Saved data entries

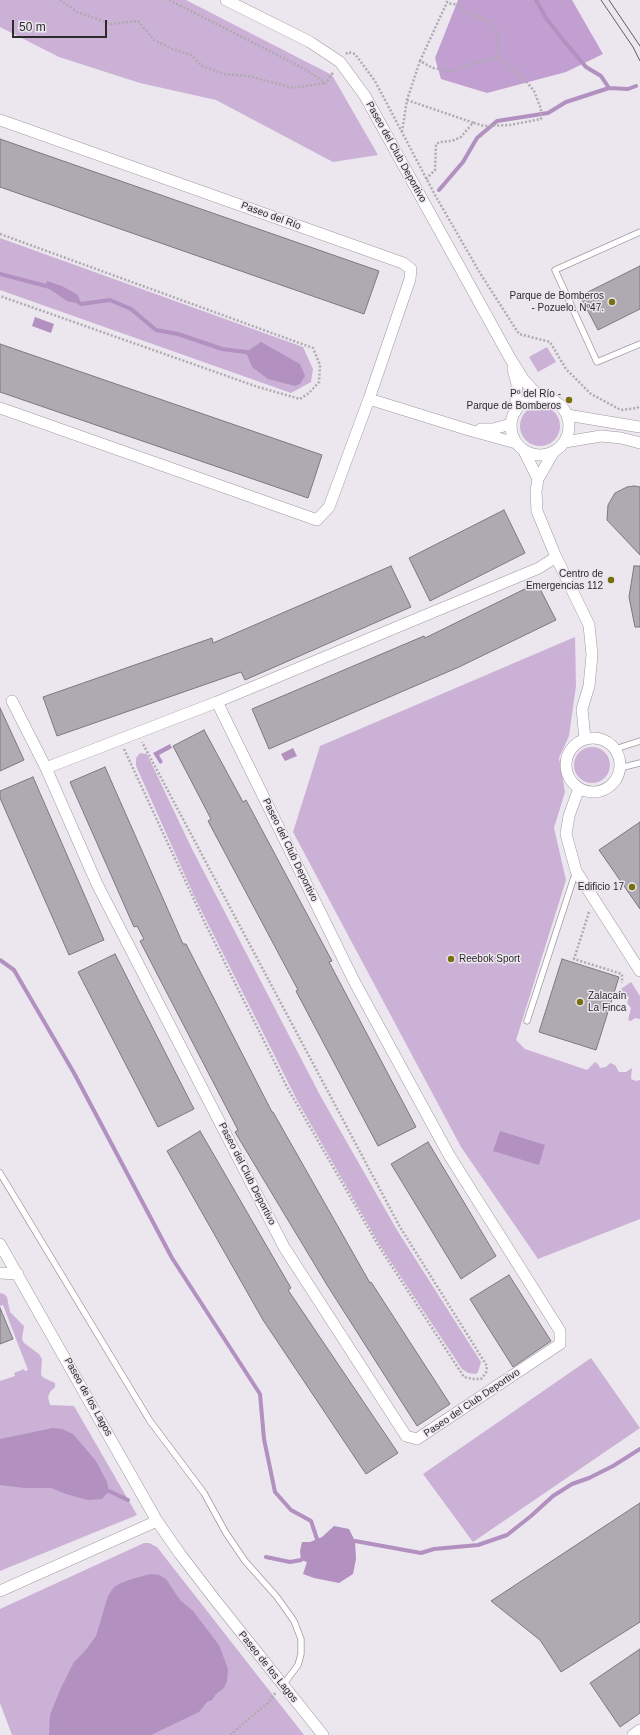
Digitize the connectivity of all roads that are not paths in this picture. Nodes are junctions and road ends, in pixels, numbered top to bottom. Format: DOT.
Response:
graph roads {
  1 [pos="226,0"];
  2 [pos="0,120"];
  3 [pos="640,232"];
  4 [pos="640,344"];
  5 [pos="510,358"];
  6 [pos="539,397"];
  7 [pos="369,399"];
  8 [pos="0,408"];
  9 [pos="515,412"];
  10 [pos="568,415"];
  11 [pos="511,424"];
  12 [pos="640,427"];
  13 [pos="469,430"];
  14 [pos="565,442"];
  15 [pos="516,443"];
  16 [pos="640,443"];
  17 [pos="524,451"];
  18 [pos="553,453"];
  19 [pos="538,479"];
  20 [pos="556,556"];
  21 [pos="12,701"];
  22 [pos="216,702"];
  23 [pos="586,739"];
  24 [pos="640,741"];
  25 [pos="615,749"];
  26 [pos="640,763"];
  27 [pos="46,768"];
  28 [pos="620,768"];
  29 [pos="579,788"];
  30 [pos="576,871"];
  31 [pos="640,971"];
  32 [pos="527,1021"];
  33 [pos="0,1173"];
  34 [pos="0,1244"];
  35 [pos="0,1273"];
  36 [pos="18,1274"];
  37 [pos="157,1520"];
  38 [pos="0,1592"];
  39 [pos="283,1685"];
  40 [pos="640,1730"];
  41 [pos="322,1735"];
  42 [pos="632,1735"];
  1 -- 5 [label="street, Paseo del Club Deportivo"];
  2 -- 7 [label="street, Paseo del Río"];
  3 -- 4 [label="lane"];
  5 -- 6 [label="street, Paseo del Club Deportivo"];
  5 -- 9 [label="street, Paseo del Club Deportivo"];
  6 -- 9 [label="street"];
  6 -- 10 [label="street"];
  7 -- 8 [label="street, Paseo del Río"];
  7 -- 13 [label="street"];
  9 -- 11 [label="street"];
  10 -- 12 [label="street"];
  10 -- 14 [label="street"];
  11 -- 13 [label="street"];
  11 -- 15 [label="street"];
  13 -- 15 [label="street"];
  14 -- 16 [label="street"];
  14 -- 18 [label="street"];
  15 -- 17 [label="street"];
  17 -- 18 [label="street"];
  17 -- 19 [label="street"];
  18 -- 19 [label="street"];
  19 -- 20 [label="street"];
  20 -- 22 [label="street"];
  20 -- 23 [label="street"];
  21 -- 27 [label="street, Paseo del Club Deportivo"];
  22 -- 27 [label="street"];
  22 -- 27 [label="street, Paseo del Club Deportivo"];
  23 -- 25 [label="street"];
  23 -- 29 [label="street"];
  24 -- 25 [label="lane"];
  25 -- 28 [label="street"];
  26 -- 28 [label="lane"];
  28 -- 29 [label="street"];
  29 -- 30 [label="street"];
  30 -- 31 [label="street"];
  30 -- 32 [label="lane"];
  33 -- 39 [label="lane"];
  34 -- 36 [label="street, Paseo de los Lagos"];
  35 -- 36 [label="street"];
  36 -- 37 [label="street, Paseo de los Lagos"];
  37 -- 38 [label="street"];
  37 -- 39 [label="street, Paseo de los Lagos"];
  39 -- 41 [label="street, Paseo de los Lagos"];
  40 -- 42 [label="street"];
}
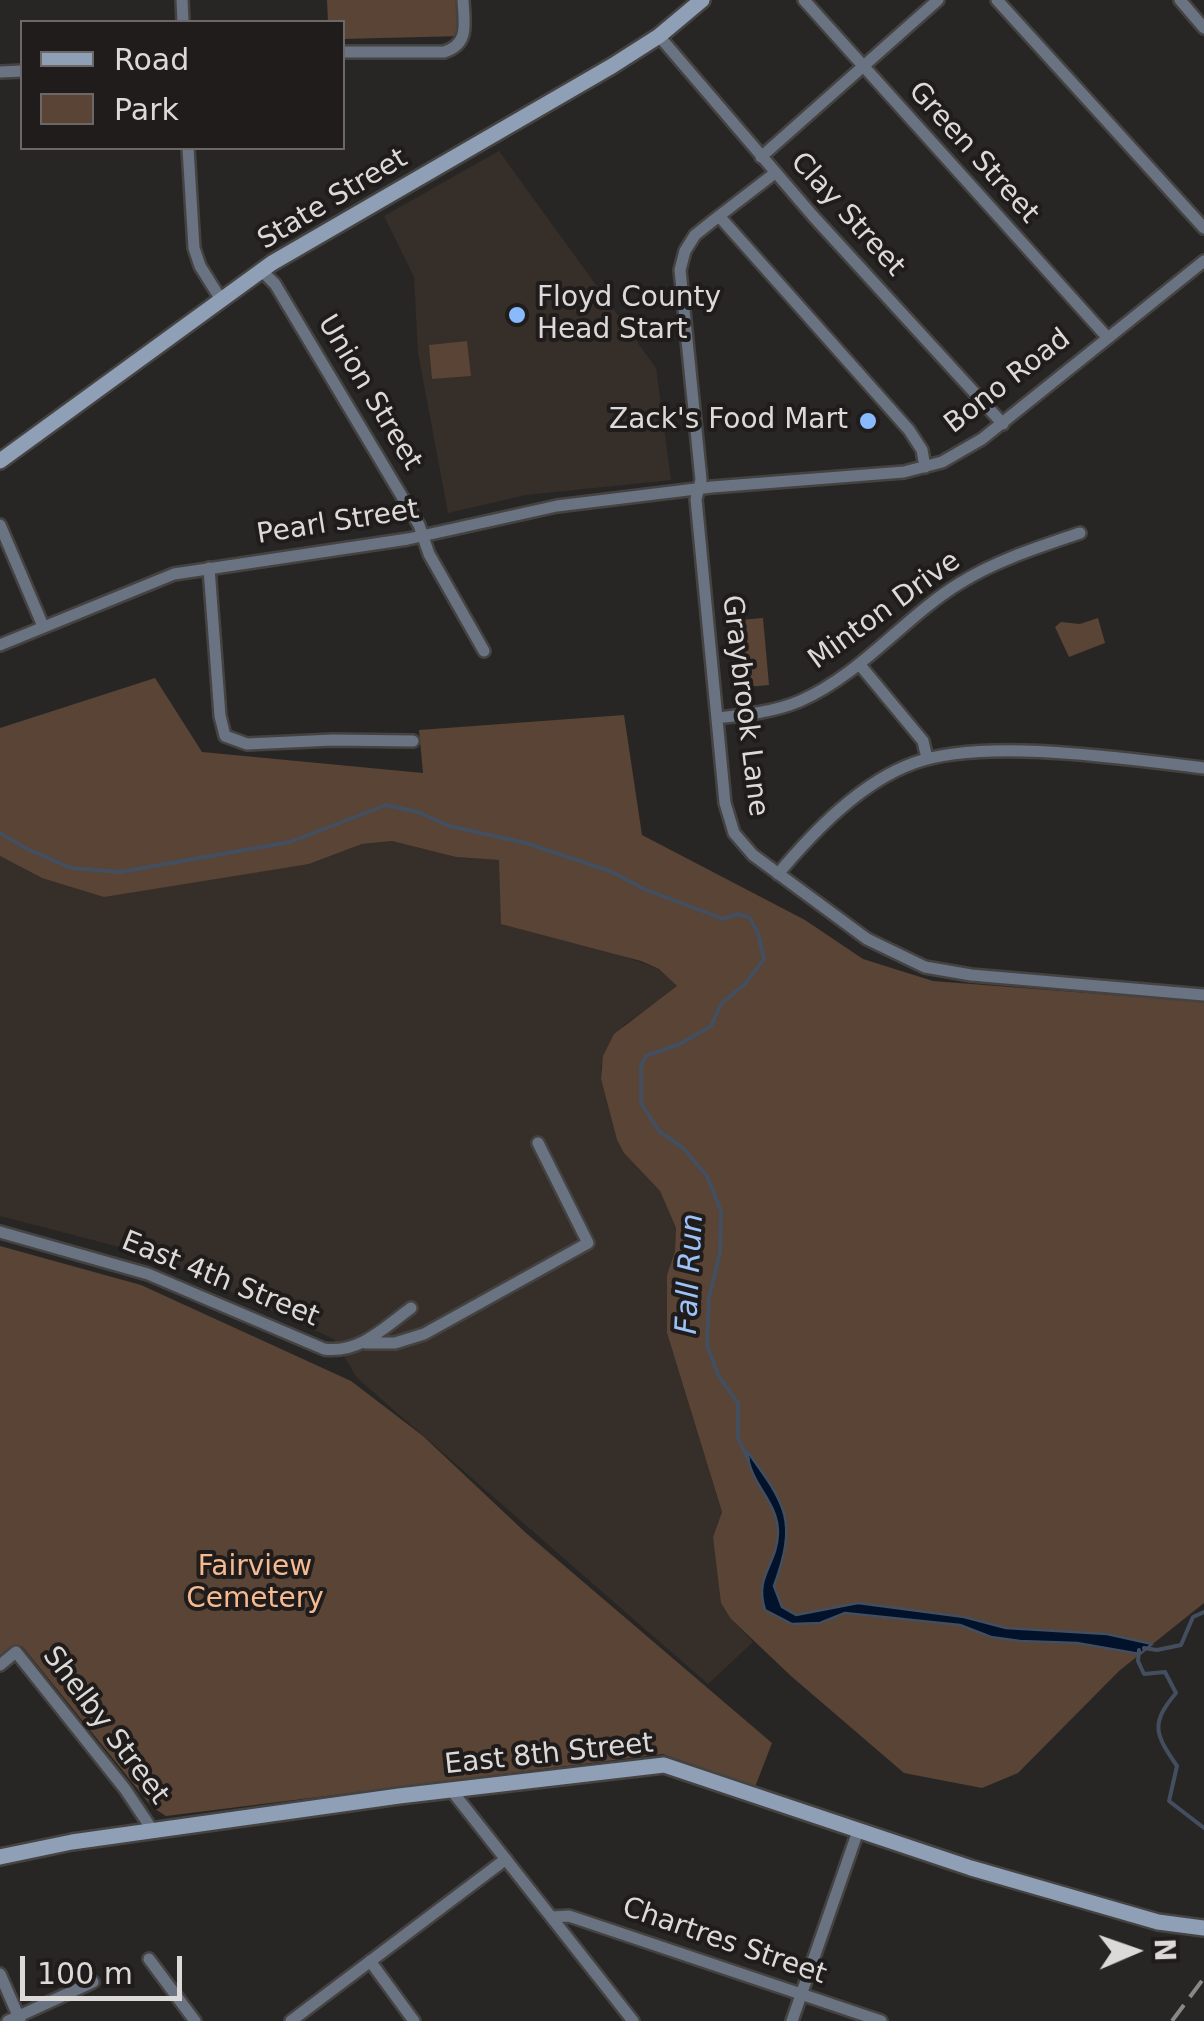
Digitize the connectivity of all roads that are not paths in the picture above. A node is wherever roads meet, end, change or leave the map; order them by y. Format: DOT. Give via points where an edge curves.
graph roads {
  1 [pos="464,0"];
  2 [pos="702,0"];
  3 [pos="804,0"];
  4 [pos="938,0"];
  5 [pos="997,0"];
  6 [pos="1180,0"];
  7 [pos="1204,28"];
  8 [pos="659,36"];
  9 [pos="345,52"];
  10 [pos="863,67"];
  11 [pos="188,150"];
  12 [pos="761,157"];
  13 [pos="776,173"];
  14 [pos="719,216"];
  15 [pos="1204,228"];
  16 [pos="1201,269"];
  17 [pos="262,271"];
  18 [pos="220,298"];
  19 [pos="1107,337"];
  20 [pos="1002,424"];
  21 [pos="0,461"];
  22 [pos="925,467"];
  23 [pos="696,490"];
  24 [pos="0,525"];
  25 [pos="1080,533"];
  26 [pos="424,535"];
  27 [pos="209,568"];
  28 [pos="44,626"];
  29 [pos="0,645"];
  30 [pos="484,651"];
  31 [pos="860,664"];
  32 [pos="717,718"];
  33 [pos="412,741"];
  34 [pos="927,758"];
  35 [pos="1204,768"];
  36 [pos="778,874"];
  37 [pos="1204,995"];
  38 [pos="538,1142"];
  39 [pos="0,1232"];
  40 [pos="412,1308"];
  41 [pos="362,1344"];
  42 [pos="0,1665"];
  43 [pos="452,1790"];
  44 [pos="153,1831"];
  45 [pos="858,1831"];
  46 [pos="0,1857"];
  47 [pos="506,1859"];
  48 [pos="552,1917"];
  49 [pos="1204,1928"];
  50 [pos="150,1958"];
  51 [pos="370,1961"];
  52 [pos="0,1974"];
  53 [pos="94,1982"];
  54 [pos="802,1994"];
  55 [pos="16,2019"];
  56 [pos="195,2021"];
  57 [pos="290,2021"];
  58 [pos="414,2021"];
  59 [pos="633,2021"];
  60 [pos="792,2021"];
  61 [pos="880,2021"];
  1 -- 9 [label="street" via="464,35 454,49"];
  2 -- 8 [label="street, State Street"];
  3 -- 10 [label="street, Green Street"];
  4 -- 10 [label="street"];
  5 -- 15 [label="street"];
  6 -- 7 [label="street"];
  8 -- 12 [label="street, Clay Street"];
  8 -- 17 [label="street, State Street"];
  10 -- 12 [label="street"];
  10 -- 19 [label="street, Green Street"];
  11 -- 18 [label="street" via="194,248"];
  12 -- 13 [label="street, Clay Street"];
  13 -- 14 [label="street, Graybrook Lane"];
  13 -- 20 [label="street, Clay Street"];
  14 -- 22 [label="street" via="908,430"];
  14 -- 23 [label="street, Graybrook Lane" via="695,236 680,270"];
  16 -- 19 [label="street, Bono Road"];
  17 -- 18 [label="street, State Street"];
  17 -- 26 [label="street, Union Street"];
  18 -- 21 [label="street, State Street"];
  19 -- 20 [label="street, Bono Road"];
  20 -- 22 [label="street, Bono Road"];
  22 -- 23 [label="street, Bono Road"];
  23 -- 26 [label="street, Pearl Street" via="552,507"];
  23 -- 32 [label="street, Graybrook Lane"];
  24 -- 28 [label="street"];
  25 -- 31 [label="street, Minton Drive" via="962,582"];
  26 -- 27 [label="street, Pearl Street"];
  26 -- 30 [label="street, Union Street"];
  27 -- 28 [label="street, Pearl Street" via="159,578"];
  27 -- 33 [label="street" via="225,736 247,744"];
  28 -- 29 [label="street, Pearl Street"];
  31 -- 32 [label="street, Minton Drive" via="800,701"];
  31 -- 34 [label="street" via="924,741"];
  32 -- 36 [label="street, Graybrook Lane" via="728,819 753,854"];
  34 -- 35 [label="street" via="998,752"];
  34 -- 36 [label="street" via="857,796"];
  36 -- 37 [label="street, Graybrook Lane" via="867,939 925,967"];
  38 -- 41 [label="street, East 4th Street" via="588,1242 420,1336"];
  39 -- 41 [label="street, East 4th Street" via="148,1274 324,1349"];
  40 -- 41 [label="street"];
  42 -- 44 [label="street, Shelby Street" via="16,1652"];
  43 -- 44 [label="street, East 8th Street"];
  43 -- 45 [label="street, East 8th Street" via="664,1765"];
  43 -- 47 [label="street"];
  44 -- 46 [label="street, East 8th Street"];
  45 -- 49 [label="street, East 8th Street" via="1158,1922"];
  45 -- 54 [label="street"];
  47 -- 48 [label="street"];
  47 -- 51 [label="street"];
  48 -- 54 [label="street, Chartres Street" via="568,1916"];
  48 -- 59 [label="street"];
  50 -- 56 [label="street"];
  51 -- 57 [label="street"];
  51 -- 58 [label="street"];
  52 -- 55 [label="street"];
  53 -- 55 [label="street"];
  54 -- 60 [label="street"];
  54 -- 61 [label="street, Chartres Street"];
}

● **Brief**:
Return all lines in the entries above that carry the word "Clay".

● **Task solution**:
  8 -- 12 [label="street, Clay Street"];
  12 -- 13 [label="street, Clay Street"];
  13 -- 20 [label="street, Clay Street"];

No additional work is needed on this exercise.